- **What you have to do**
The expected answer is the set of lines in the data below between the line holding "pinky mcp: (360, 390)" and the line holding "thumb tip: (490, 360)", inclusive, written out exactly.

Segment Start: Materials provided

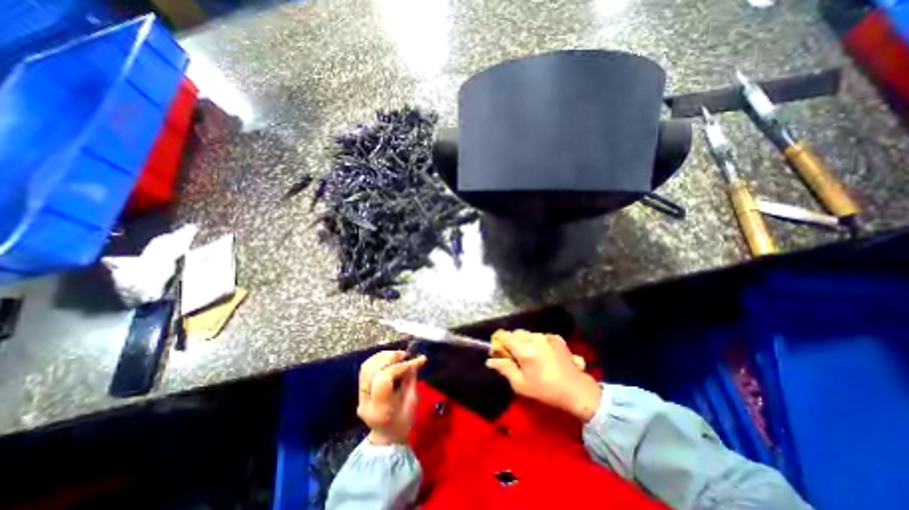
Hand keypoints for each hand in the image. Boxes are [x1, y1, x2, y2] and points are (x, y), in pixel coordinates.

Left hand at [357, 351, 428, 445]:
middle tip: (405, 355)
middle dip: (389, 358)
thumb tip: (416, 360)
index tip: (414, 360)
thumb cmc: (404, 422)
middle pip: (372, 370)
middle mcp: (366, 401)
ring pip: (367, 367)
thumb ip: (412, 379)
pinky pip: (366, 369)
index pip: (384, 379)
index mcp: (380, 408)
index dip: (399, 366)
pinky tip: (390, 359)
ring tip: (398, 355)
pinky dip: (378, 360)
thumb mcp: (413, 402)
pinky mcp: (360, 390)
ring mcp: (360, 396)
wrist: (387, 437)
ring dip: (383, 356)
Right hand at [483, 328, 602, 420]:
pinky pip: (540, 336)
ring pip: (527, 334)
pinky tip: (542, 355)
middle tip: (513, 358)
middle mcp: (533, 337)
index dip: (497, 341)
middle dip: (510, 342)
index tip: (498, 352)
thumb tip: (490, 360)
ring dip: (523, 342)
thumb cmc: (545, 390)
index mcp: (523, 348)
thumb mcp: (520, 384)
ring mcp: (546, 336)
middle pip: (515, 333)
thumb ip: (504, 368)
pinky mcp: (556, 338)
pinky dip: (536, 342)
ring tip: (529, 357)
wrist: (576, 390)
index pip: (503, 334)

Segment End: Materials provided

- **Solved problem**
pinky mcp: (360, 390)
ring mcp: (360, 396)
wrist: (387, 437)
ring dip: (383, 356)
Right hand at [483, 328, 602, 420]:
pinky pip: (540, 336)
ring pip: (527, 334)
pinky tip: (542, 355)
middle tip: (513, 358)
middle mcp: (533, 337)
index dip: (497, 341)
middle dip: (510, 342)
index tip: (498, 352)
thumb tip: (490, 360)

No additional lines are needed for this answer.